On 29-Jun-06, at 11:23 AM, sastry wrote:

On Thu June 29 2006 15:31, Ashish Gulhati wrote:

Nothing "democratic" about this - it's just individual property
rights being
respected.

The judiciary, and the government are two pillars of democratic process. In this case the pillars have worked in one way. Saying that it is not democracy
is moot.

You miss the point. Pure "democracy" not limited by the primacy of individual rights would result in the private land being seized without just compensation.
In India, given that the fundamental right to private property has been
abolished, this is a very likely outcome, though by no means a just one.

As long as the primacy of individual rights is recognized and respected, there's no problem with democratic decision-making about matters like co- operative geographic defences, mechanisms of protecting individual rights, etc. But all too often, as in the case of India, democracy is used as an excuse to legalize
the violation of individual rights.

I do not doubt the soundness opf your principle - but movement has to occur
from what we have, and not from what we should have had.

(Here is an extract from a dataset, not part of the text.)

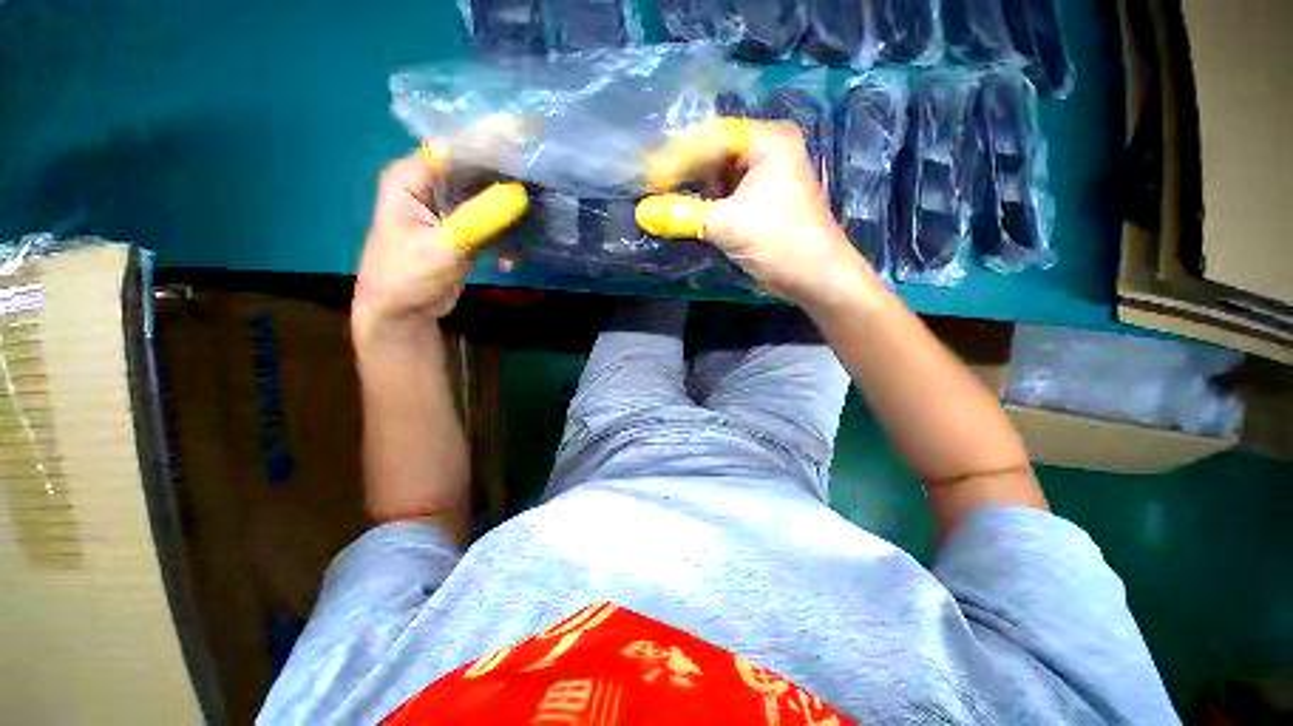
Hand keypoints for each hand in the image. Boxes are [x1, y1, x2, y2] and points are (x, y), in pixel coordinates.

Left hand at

Only once we recognize where we want to head can we move towards
that objective. Using thought experiments set in idealized conditions is simply a tool to reason about the issues. Progress towards a true free market requires the dissolution or privatization of collectivist institutions, such as state-owned utilities and infrastructure. When that happens, roads _will_ be privately owned.

It's analogous to removing bugs from a program. Only when all major bugs are fixed will the program compile and run properly. Getting from the buggy program to the fixed one is the task. It's no help to say that "well if those bugs in group A were fixed then these other ones in group B could be fixed, but as those group A ones are not fixed, what's the point of trying to debug the program at all?"